Shaft Features & Attachments

  • The shaft is cylindrical above, triangular below, with three borders (anterior, medial, lateral) and three surfaces (anteromedial, anterolateral, posterior).
  • Deltoid tuberosity (anterolateral surface, middle part) is the deltoid muscle insertion site.
  • The spiral (radial) groove houses the radial nerve and profunda brachii artery.
  • The posterior surface gives origin to lateral and medial heads of triceps brachii.

Lower End Features & Attachments

  • The lower end consists of articular (capitulum for radius, trochlea for ulna) and non-articular parts (fossae and epicondyles).
  • Medial and lateral epicondyles serve as origins for forearm flexors and extensors, respectively.
  • Radial fossa (above capitulum) accommodates the head of radius during elbow flexion; coronoid fossa (above trochlea) receives the coronoid process of ulna.
  • Olecranon fossa (posterior) receives the ulna's olecranon process during elbow extension.

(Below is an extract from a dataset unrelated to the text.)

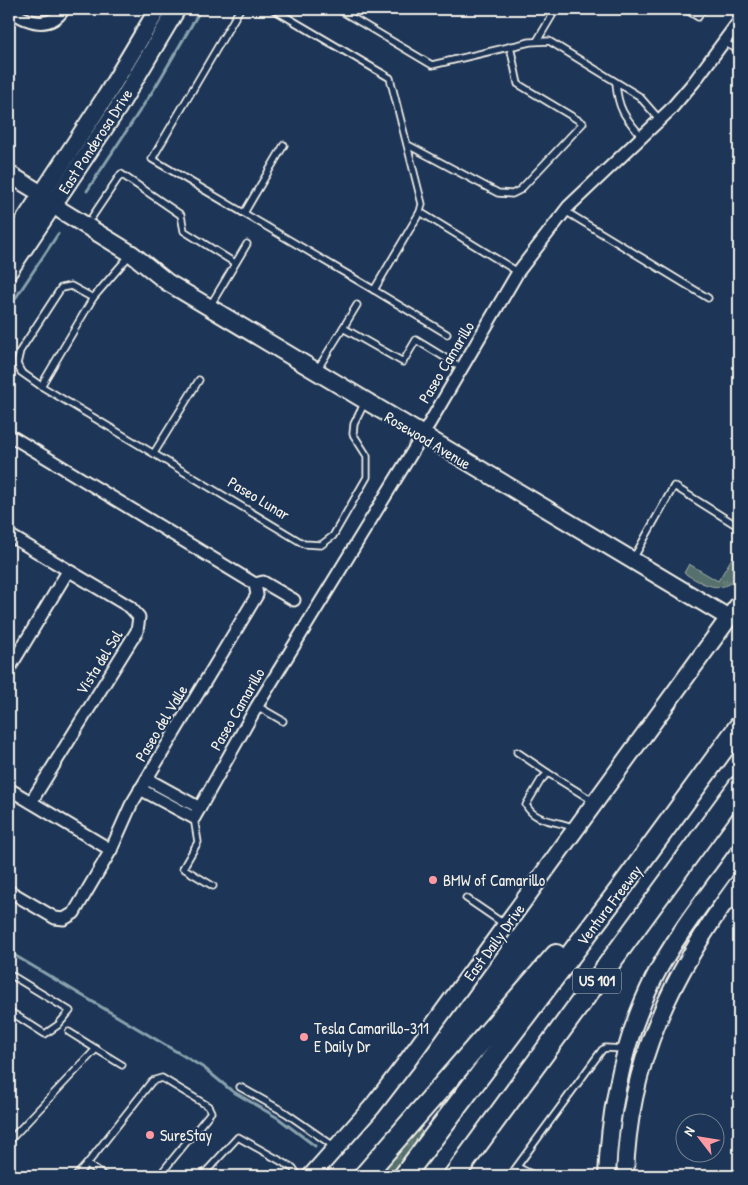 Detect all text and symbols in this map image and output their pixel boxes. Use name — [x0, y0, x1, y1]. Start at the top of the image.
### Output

Applied Anatomy & Clinical Points

  • Common humerus fracture sites: surgical neck, shaft, and supracondylar region.
  • Supracondylar fractures risk brachial artery compression, potentially leading to Volkmann's ischemic contracture.
  • Elbow alignment: in flexion, epicondyles and olecranon form a triangle; in extension, a straight line.
  • Humerus is commonly dislocated inferiorly.
  • Three nerves closely related to humerus: axillary (surgical neck), radial (spiral groove), ulnar (behind medial epicondyle).

Key Terms & Definitions

  • Humerus — long bone of the upper arm, articulates with scapula and forearm bones.
  • Glenohumeral joint — shoulder joint, ball-and-socket.
  • Surgical neck — constriction below the humerus head, common fracture site.
  • Intertubercular sulcus (bicipital groove) — groove for biceps tendon.
  • Deltoid tuberosity — rough area on shaft, deltoid insertion.
  • Epicondyle — bony projection for muscle attachment.
  • Carrying angle — angle between arm and forearm, normally ~163°, due to trochlea structure.

Action Items / Next Steps

  • Review the attachments and relations of the humerus for lab or practical exams.
  • Memorize the nerves closely related to the humerus and their clinical significance.
  • Prepare for potential exam questions on the anatomical features and fracture implications.